[Intel-xe] [PATCH 2/2] RFC drm/xe: Disable GuC CT communication for D3Hot Transition

Thu Sep 21 18:37:05 UTC 2023

On Thu, Aug 31, 2023 at 03:21:18PM -0400, Rodrigo Vivi wrote:
> On Thu, Aug 31, 2023 at 12:02:31PM -0700, Ceraolo Spurio, Daniele wrote:
> > 
> > 
> > On 8/22/2023 10:09 PM, Riana Tauro wrote:
> > > During Runtime suspend, GuC is reset for both D0->D3hot/D3Cold
> > > transistions. It is not necessary for GuC to reset for D0 -> D3hot,
> > > only enable/disable ctb communication.
> > > 
> > > Add a function that enables/disables CT communication when d3cold
> > > is not allowed.
> > > 
> > > Signed-off-by: Riana Tauro <riana.tauro at intel.com>
> > 
> > xe_gt_suspend and xe_gt_resume do more things than just resetting the GuC
> > (e.g. marking submission as disabled).
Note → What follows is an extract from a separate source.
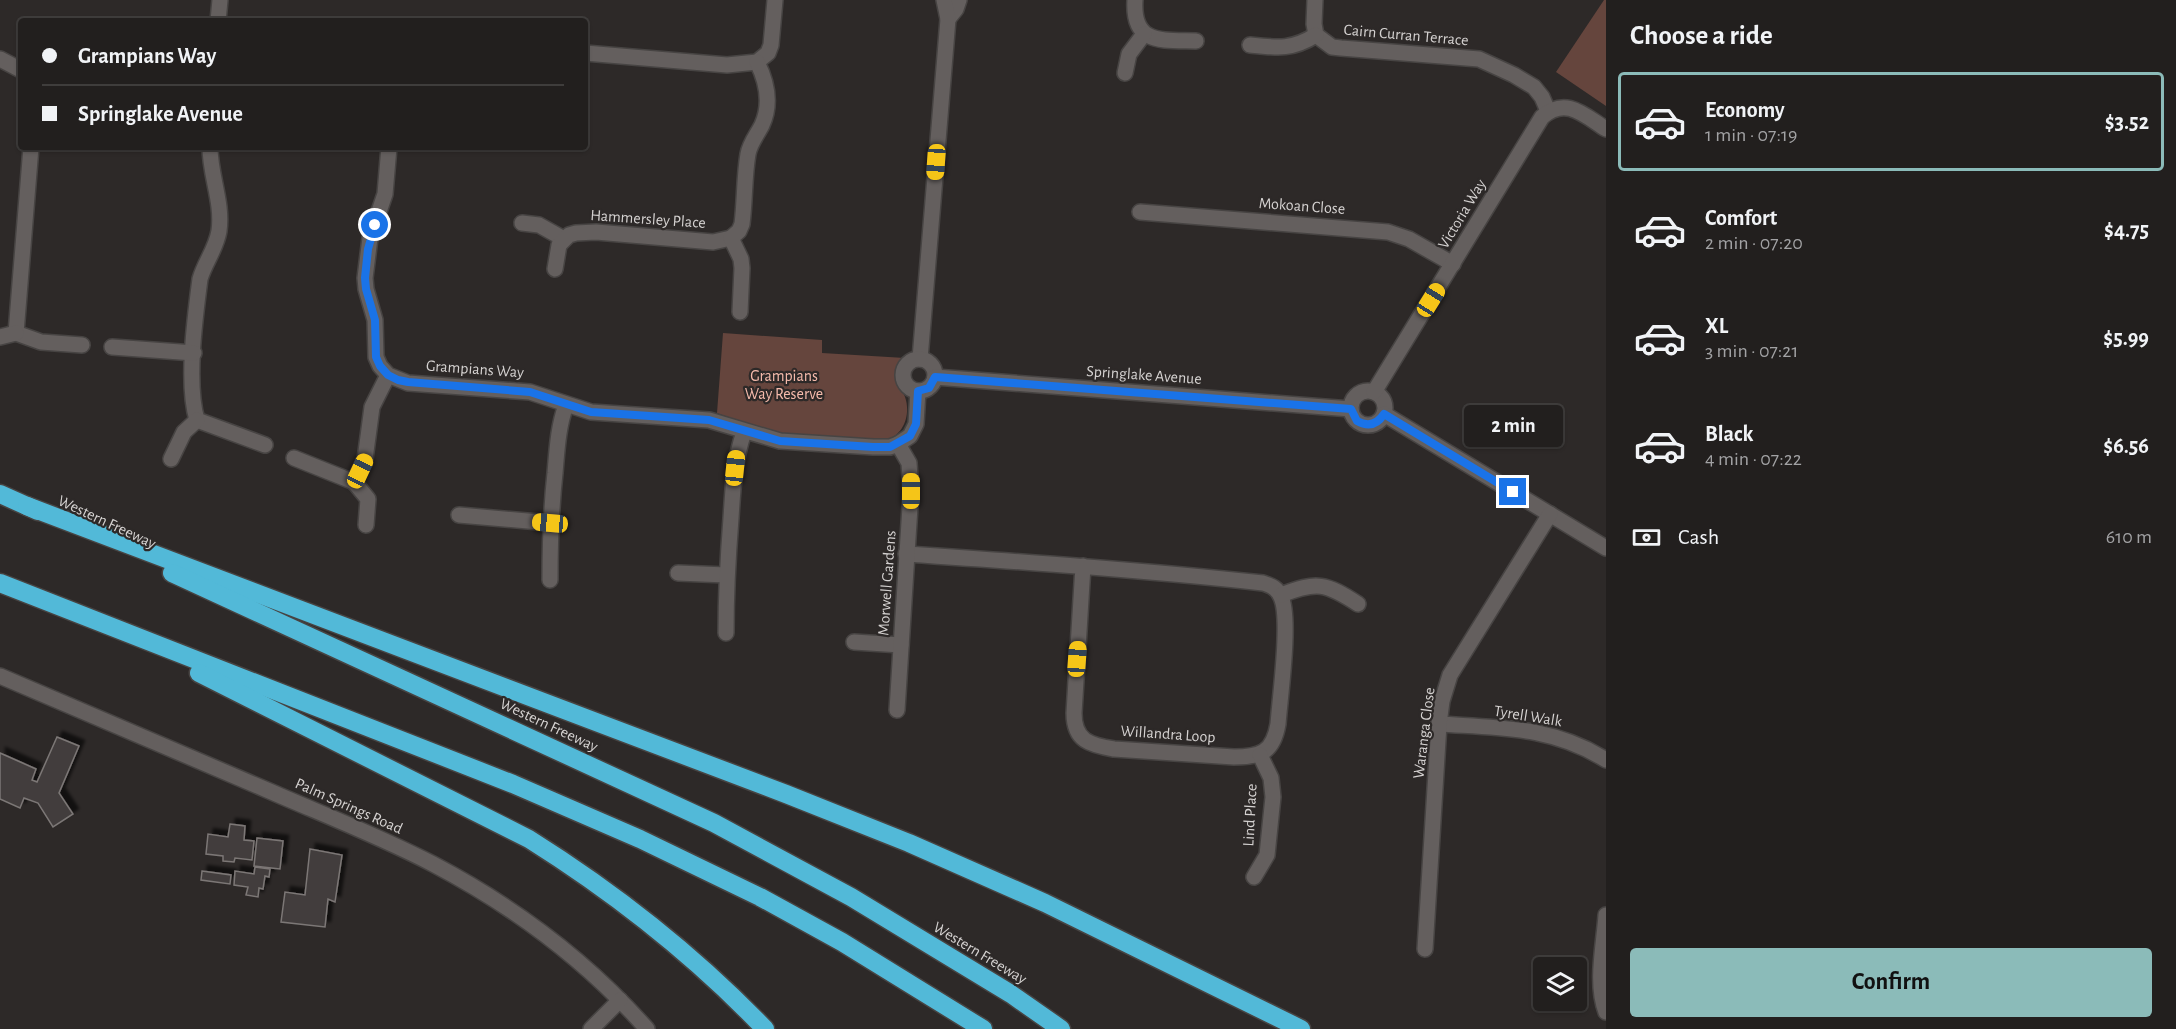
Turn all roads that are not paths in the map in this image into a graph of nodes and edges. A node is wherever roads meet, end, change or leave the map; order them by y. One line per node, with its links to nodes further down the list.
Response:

Shouldn't we need at least some of
> > that in the runtime suspend/resume scenario as well?
> 
> I was asking myself the same thing...

I take it back. on the current flow, if we have a chance of receiving a command
submission we shouldn't allow the runtime suspend. so it should be totally safe
to leave it there.

Given the latency data Riana shared with me offline we can see around 60ms of
latency saved here.

I was also wondering about the overall package power savings difference here.
Did you checked that?

Only thing we need to change is that now we have the pmu in the suspend/resume
path and we probably want that on runtime variants as well.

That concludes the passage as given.